Load operations require uploading and processing all file containers at once, which is resource-intensive and delays data availability until the entire load completes. In contrast, update operations process each container as soon as it’s ready, allowing for faster indexing and more up-to-date catalog data throughout the update process.
-
Any update to your catalog data should be done using either update operations or partial item updates operations.
Catalog data structure
To perform full catalog data updates, you need to prepare a JSON file containing your catalog data. This structure can vary in many ways depending on your use case. This is typically a combination of the catalog objects: products, variants, and availabilities. This structure is then used to create a catalog configuration in the Coveo Administration Console.
|
|
The JSON file must contain an object for each item (product, variant, or availability) that you want to index in your source. For instructions on how to configure items for the different catalog object types, see:
The following catalog data (structured in JSON) contains objects that represent products, variants, and availabilities:
{
"AddOrUpdate": [
{
"documentId": "product://001-red",
"FileExtension": ".html",
"ec_name": "Coveo Soccer Shoes - Red",
"model": "Authentic",
"ec_brand": ["Coveo"],
"ec_description": "<p>The astonishing, the original, and always relevant Coveo style.</p>",
"color": ["Red"],
"ec_item_group_id": "001",
"ec_product_id": "001-red",
"ec_images": ["https://myimagegallery?productid"],
"gender": "Men",
"ec_price": 28.00,
"ec_category": "Soccer Shoes",
"objecttype": "Product"
},
{
"documentId": "variant://001-red-8_wide",
"FileExtension": ".html",
"ec_name": "Coveo Soccer Shoes - Red / Size 8 - Wide",
"ec_variant_id": "001-red-8_wide",
"productsize": "8",
"width": "wide",
"ec_product_id": "001-red",
"objecttype": "Variant"
},
{
"documentId": "store://s000002",
"title": "Montreal Store",
"lat": 45.4975,
"long": -73.5687,
"ec_available_items": ["001-red-8_wide","001-red-9_wide","001-red-10_wide","001-red-11_wide", "001-blue-8_wide"],
"ec_availability_id": "s000002",
"objecttype": "Availability"
},
]
}
Update operations
Update operations let you build and update your entire catalog data. It doesn’t overwrite the entire catalog data in your source, meaning that if you don’t include in the payload an item that was previously indexed, it will remain in the source.

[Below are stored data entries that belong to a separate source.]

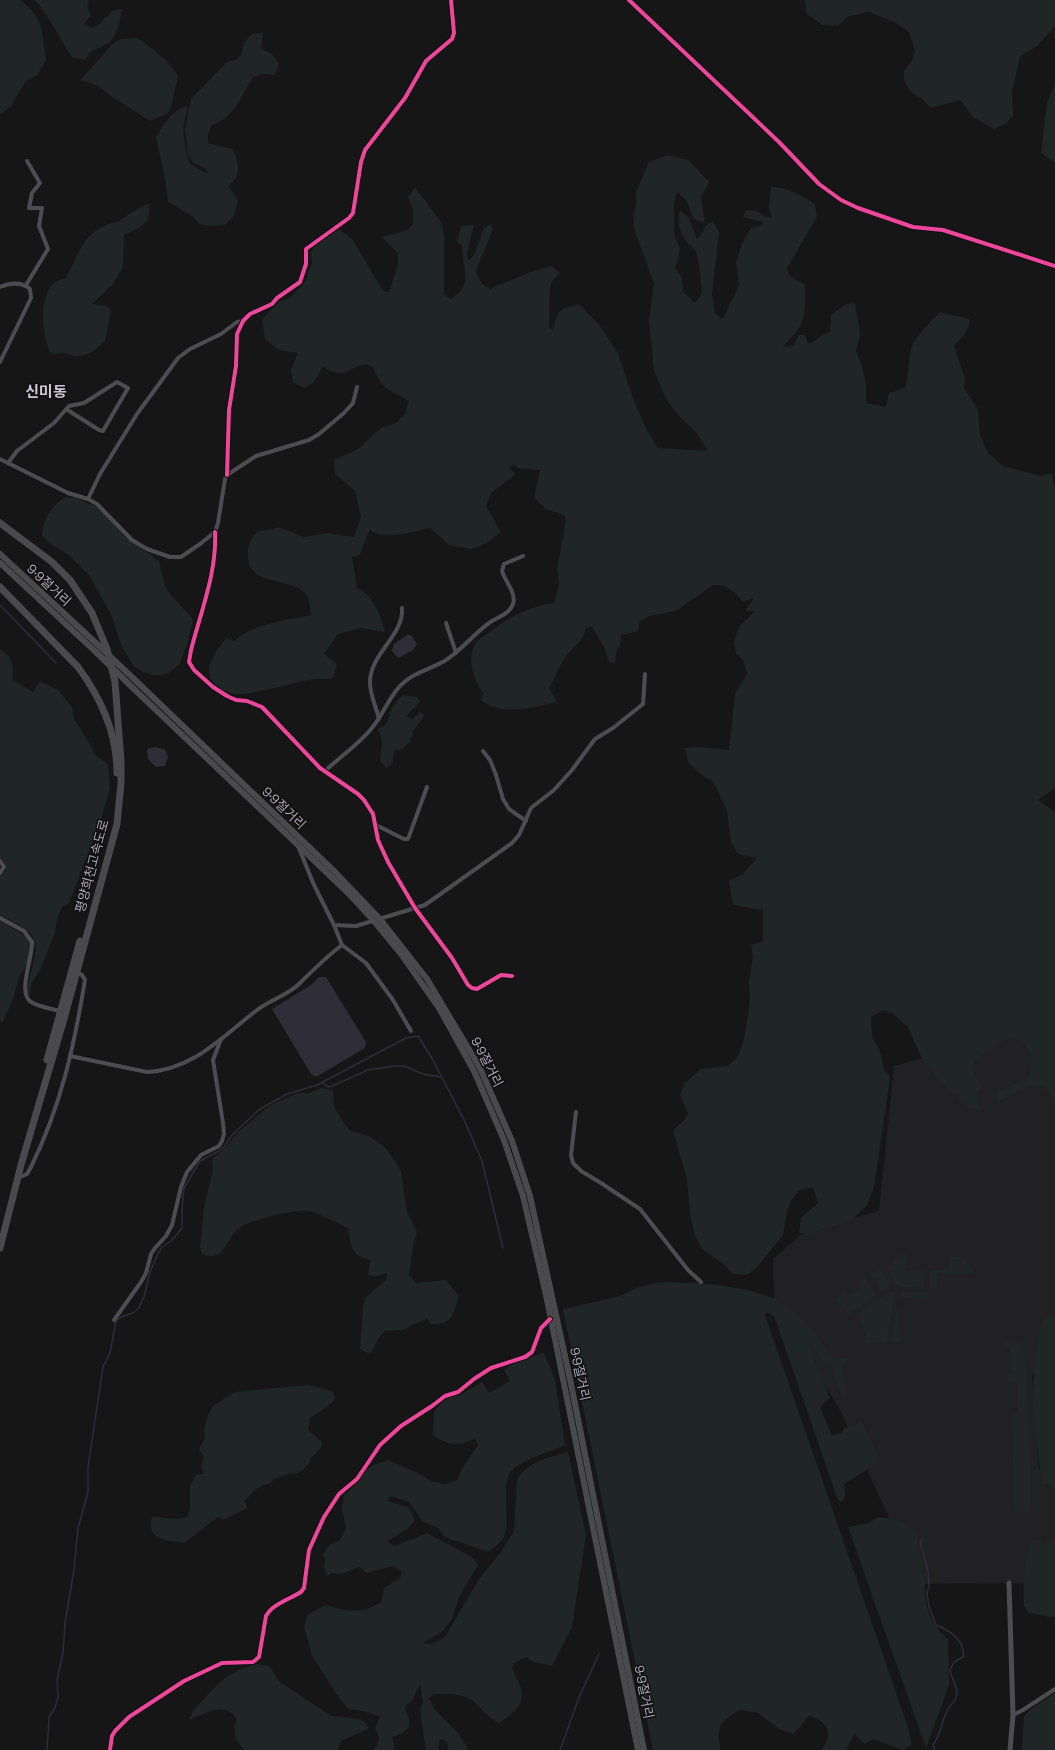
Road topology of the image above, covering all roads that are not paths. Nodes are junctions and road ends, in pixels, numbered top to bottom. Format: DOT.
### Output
graph roads {
  1 [pos="451,0"];
  2 [pos="629,0"];
  3 [pos="27,161"];
  4 [pos="1055,266"];
  5 [pos="26,285"];
  6 [pos="0,287"];
  7 [pos="243,321"];
  8 [pos="0,362"];
  9 [pos="357,387"];
  10 [pos="66,409"];
  11 [pos="0,459"];
  12 [pos="8,463"];
  13 [pos="227,475"];
  14 [pos="88,499"];
  15 [pos="0,523"];
  16 [pos="215,532"];
  17 [pos="0,554"];
  18 [pos="523,556"];
  19 [pos="0,564"];
  20 [pos="0,587"];
  21 [pos="402,608"];
  22 [pos="446,624"];
  23 [pos="456,652"];
  24 [pos="645,674"];
  25 [pos="379,719"];
  26 [pos="483,751"];
  27 [pos="325,771"];
  28 [pos="427,787"];
  29 [pos="526,821"];
  30 [pos="376,825"];
  31 [pos="296,842"];
  32 [pos="0,861"];
  33 [pos="0,873"];
  34 [pos="415,908"];
  35 [pos="0,918"];
  36 [pos="380,918"];
  37 [pos="374,921"];
  38 [pos="334,925"];
  39 [pos="342,945"];
  40 [pos="77,972"];
  41 [pos="512,976"];
  42 [pos="61,1011"];
  43 [pos="411,1031"];
  44 [pos="221,1039"];
  45 [pos="70,1056"];
  46 [pos="576,1112"];
  47 [pos="17,1178"];
  48 [pos="0,1231"];
  49 [pos="0,1248"];
  50 [pos="701,1282"];
  51 [pos="114,1320"];
  52 [pos="550,1320"];
  53 [pos="1009,1583"];
  54 [pos="1055,1689"];
  55 [pos="1013,1715"];
  56 [pos="110,1750"];
  57 [pos="638,1750"];
  58 [pos="644,1750"];
  59 [pos="1010,1750"];
  1 -- 7 [label="street"];
  2 -- 4 [label="street"];
  3 -- 5 [label="street"];
  5 -- 6 [label="street"];
  5 -- 8 [label="street"];
  7 -- 13 [label="street"];
  7 -- 14 [label="street"];
  9 -- 13 [label="street"];
  10 -- 10 [label="street"];
  10 -- 12 [label="street"];
  11 -- 12 [label="street"];
  12 -- 14 [label="street"];
  13 -- 16 [label="street"];
  14 -- 16 [label="street"];
  15 -- 40 [label="highway, 평양희천고속도로"];
  16 -- 27 [label="street"];
  17 -- 36 [label="highway, 9·9절거리, bridge"];
  18 -- 23 [label="street"];
  19 -- 31 [label="highway, 9·9절거리, bridge"];
  20 -- 42 [label="highway, 평양희천고속도로"];
  21 -- 25 [label="street"];
  22 -- 23 [label="street"];
  23 -- 25 [label="street"];
  24 -- 29 [label="street"];
  25 -- 27 [label="street"];
  26 -- 29 [label="street"];
  27 -- 30 [label="street"];
  28 -- 30 [label="street"];
  29 -- 34 [label="street"];
  30 -- 34 [label="street"];
  31 -- 37 [label="highway, 9·9절거리"];
  31 -- 38 [label="street"];
  32 -- 33 [label="street"];
  34 -- 36 [label="street"];
  34 -- 41 [label="street"];
  35 -- 42 [label="street"];
  36 -- 37 [label="street"];
  36 -- 58 [label="highway, 9·9절거리"];
  37 -- 38 [label="street"];
  37 -- 52 [label="highway, 9·9절거리"];
  38 -- 39 [label="street"];
  39 -- 43 [label="street"];
  39 -- 44 [label="street"];
  40 -- 45 [label="street"];
  40 -- 47 [label="highway, 평양희천고속도로"];
  42 -- 48 [label="highway, 평양희천고속도로"];
  44 -- 45 [label="street"];
  44 -- 51 [label="street"];
  45 -- 47 [label="street"];
  46 -- 50 [label="street"];
  47 -- 49 [label="highway, 평양희천고속도로"];
  52 -- 56 [label="street"];
  52 -- 57 [label="highway, 9·9절거리"];
  53 -- 55 [label="street"];
  54 -- 55 [label="street"];
  55 -- 59 [label="street"];
}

If certain metadata exists in the source but is missing from the payload, it will be removed meaning the item is fully replaced by the new version. This is ideal when you need to update all fields of an item, rather than just a subset, without affecting other items in the source.
|
Leading practice
If you only need to update certain metadata in an item (for example, updating a product price), you should use one of the partial catalog data update mechanisms instead. |
To perform a full item update, you must interact with the Coveo Stream API. This section guides you through the different actions that must be taken to update your catalog data.
Refer to the Stream API reference for a comprehensive list of required parameters.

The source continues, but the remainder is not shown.